06/28/05, 08:47 PM
|
|
|
|
Join Date: May 2005
Location: Southern California
Posts: 1,013
|
|
|
How I would handle this sort of thing, and if you came to me and didn't want to spend your life savings right off the bat:
Evaluate diet - do not feed anything with any fish whatsoever!! Read the fine print in the ingredient list. Fish oil is ok in small amounts, but no fish meal or anything else that sounds like a type of fish. I also discourage canned food in all cats unless there is a compelling medical reason to feed it.
Get your cat dewormed for everything imaginable - I use Drontal as it gets roundworms, hookworms, and tapeworms. Fecal tests for these are not reliable so just deworm. Trust me on this. If the cat is having any diarrhea, get it tested for Giardia (easy accurate antigen test now available) and then treat with fenbendazole first choice, or metronidazole second choice.
Get a blood panel (CBC, Chemistry, FeLV, FIV, and do a T4 if he's over 7 yrs). Look for evidence of chronic inflammation or hypersensitivity (this is your vet's job actually). Get a urinalysis to rule out any complicating stuff like bladder infection, kidney disease, diabetes, etc. Cats and their diseases can be sneaky.
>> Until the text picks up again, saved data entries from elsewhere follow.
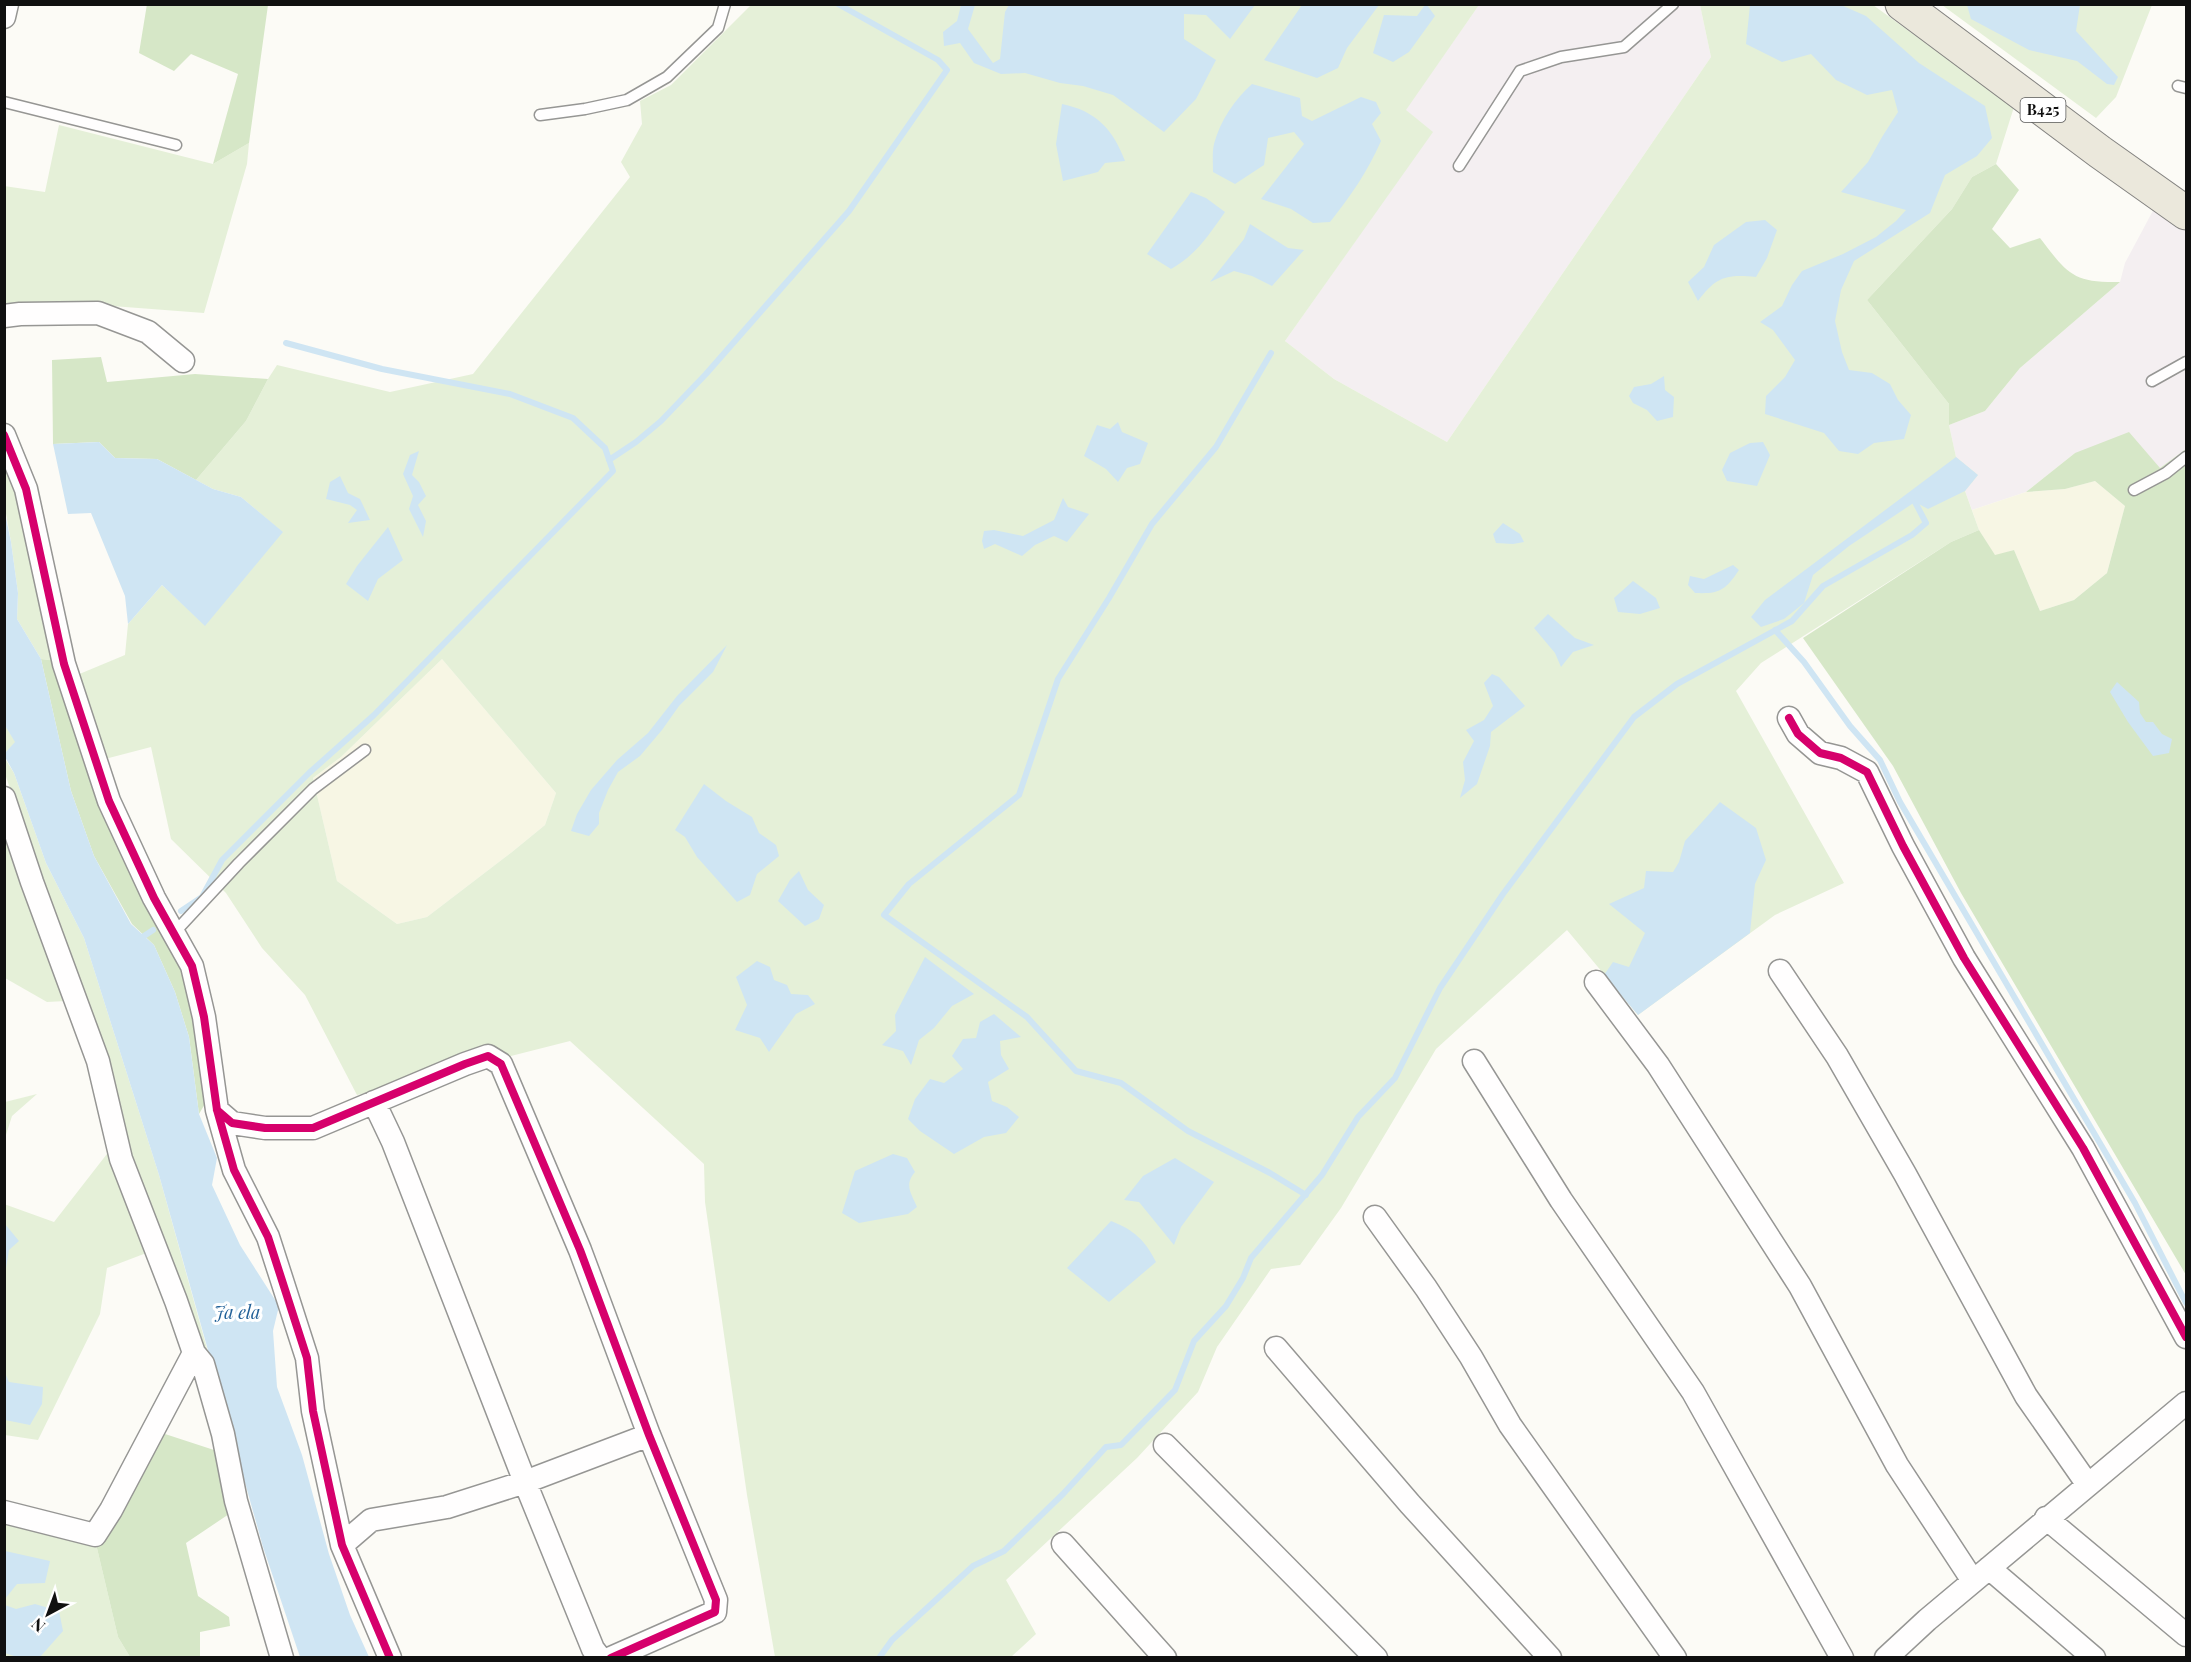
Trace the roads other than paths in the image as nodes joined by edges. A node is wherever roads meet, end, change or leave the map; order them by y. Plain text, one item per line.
1 (7, 4) edge
2 (725, 4) edge
3 (1673, 4) edge
4 (1902, 4) edge
5 (4, 17) edge
6 (4, 102) edge
7 (540, 115) dead end
8 (176, 145) dead end
9 (1459, 166) dead end
10 (2187, 213) edge
11 (4, 316) edge
12 (183, 361) dead end
13 (2187, 362) edge
14 (2152, 381) dead end
15 (4, 435) edge
16 (2187, 457) edge
17 (2134, 490) dead end
18 (1789, 718) dead end
19 (365, 750) dead end
20 (4, 798) edge
21 (173, 933) junction
22 (1780, 970) dead end
23 (1596, 982) dead end
24 (1474, 1060) dead end
25 (374, 1102) junction
26 (217, 1110) junction
27 (1375, 1217) dead end
28 (2187, 1337) edge
29 (1276, 1348) dead end
30 (194, 1353) junction
31 (2187, 1403) edge
32 (649, 1435) junction
33 (1166, 1445) dead end
34 (525, 1482) junction
35 (2088, 1485) junction
36 (4, 1512) edge
37 (2046, 1518) junction
38 (1063, 1544) dead end
39 (342, 1545) junction
40 (1981, 1575) junction
41 (2187, 1635) edge
42 (282, 1658) edge
43 (390, 1658) edge
44 (600, 1658) edge
45 (612, 1658) edge
46 (1165, 1658) edge
47 (1377, 1658) edge
48 (1550, 1658) edge
49 (1675, 1658) edge
50 (1842, 1658) edge
51 (1886, 1658) edge
52 (2094, 1658) edge

1 - 5 street
2 - 7 lane
3 - 9 lane
4 - 10 main road, B425
6 - 8 lane
11 - 12 street
13 - 14 lane
15 - 21 street
16 - 17 lane
18 - 28 street
19 - 21 lane
20 - 30 street
21 - 26 street
22 - 35 street
23 - 40 street
24 - 50 street
25 - 26 street
25 - 32 street
25 - 34 street
26 - 39 street
27 - 49 street
29 - 48 street
30 - 36 street
30 - 42 street
31 - 35 street
32 - 34 street
32 - 45 street
33 - 47 street
34 - 39 street
34 - 44 street
35 - 37 street
37 - 40 street
37 - 41 street
38 - 46 street
39 - 43 street
40 - 51 street
40 - 52 street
Seriously consider the possibility of Inflammatory Bowel Disease. It is common in cats but the only way to definitively diagnose it is with a biopsy of intestines, obtained either surgically or endoscopically. Most my clients don't want to spend the $600+ to do this so we treat empirically for IBD with a combination protocol of metronidazole and prednisolone. Works like a charm if that's what this is.
Hope this can point you in the right direction so you don't waste too much time or money.